> WHAT THIS TASK INVOLVES
The lines you return must be all those in the data that hold the string "nodes".

> EXERCISE DATA
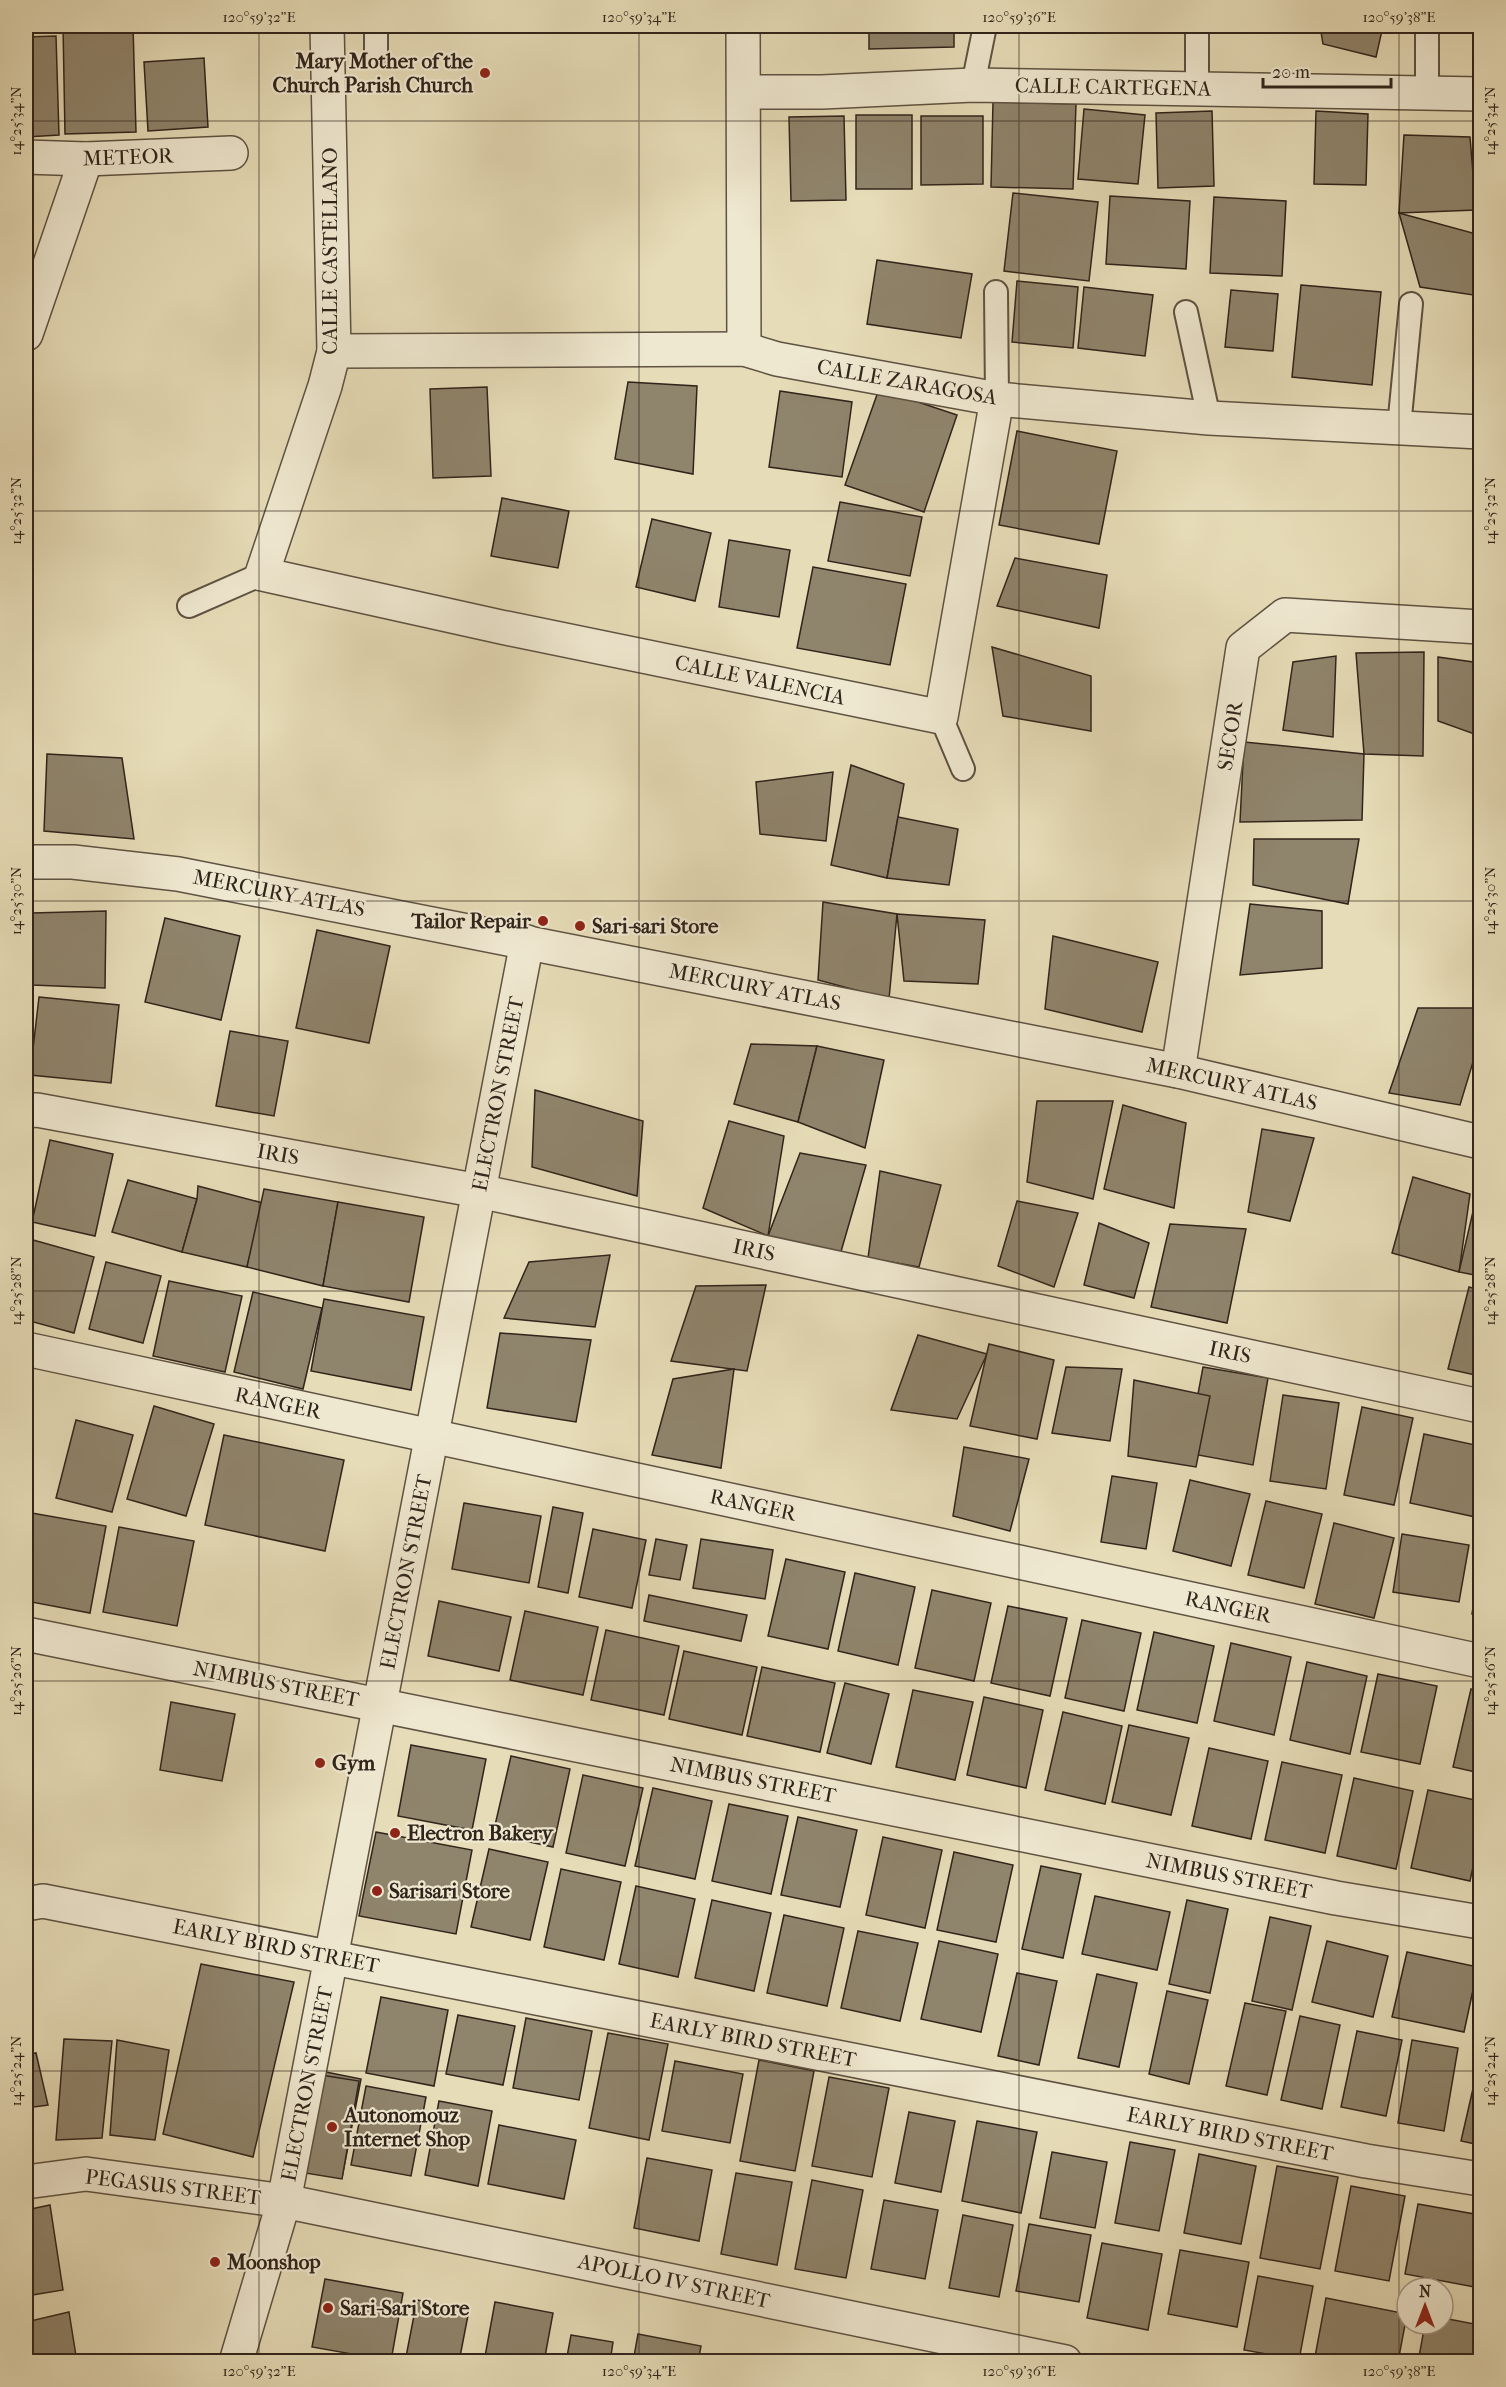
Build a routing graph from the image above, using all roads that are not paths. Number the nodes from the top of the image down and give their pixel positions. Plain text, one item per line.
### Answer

==

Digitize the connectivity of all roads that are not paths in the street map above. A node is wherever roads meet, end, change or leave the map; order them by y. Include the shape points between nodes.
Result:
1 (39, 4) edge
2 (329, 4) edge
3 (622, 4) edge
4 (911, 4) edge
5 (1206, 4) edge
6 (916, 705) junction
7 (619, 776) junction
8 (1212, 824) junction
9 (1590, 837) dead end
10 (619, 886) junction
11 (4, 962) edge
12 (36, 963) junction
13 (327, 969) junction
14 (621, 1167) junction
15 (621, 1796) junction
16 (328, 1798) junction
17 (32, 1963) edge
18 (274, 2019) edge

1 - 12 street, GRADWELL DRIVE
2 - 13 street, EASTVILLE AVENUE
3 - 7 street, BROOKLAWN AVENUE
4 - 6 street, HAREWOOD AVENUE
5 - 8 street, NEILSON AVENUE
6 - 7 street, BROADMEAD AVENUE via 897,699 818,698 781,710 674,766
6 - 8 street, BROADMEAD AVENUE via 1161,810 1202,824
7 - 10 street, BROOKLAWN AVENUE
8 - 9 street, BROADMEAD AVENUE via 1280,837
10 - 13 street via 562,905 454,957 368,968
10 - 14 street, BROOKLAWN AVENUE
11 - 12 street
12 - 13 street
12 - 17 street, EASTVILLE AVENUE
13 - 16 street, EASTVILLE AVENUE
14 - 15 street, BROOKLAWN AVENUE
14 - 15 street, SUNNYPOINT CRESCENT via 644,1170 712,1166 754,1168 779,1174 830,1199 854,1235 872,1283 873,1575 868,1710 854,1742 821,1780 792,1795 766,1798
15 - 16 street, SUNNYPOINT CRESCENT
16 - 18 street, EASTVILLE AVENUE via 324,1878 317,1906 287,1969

> ANSWER TO THIS PROBLEM
Build a routing graph from the image above, using all roads that are not paths. Number the nodes from the top of the image down and give their pixel positions. Plain text, one item per line.
Digitize the connectivity of all roads that are not paths in the street map above. A node is wherever roads meet, end, change or leave the map; order them by y. Include the shape points between nodes.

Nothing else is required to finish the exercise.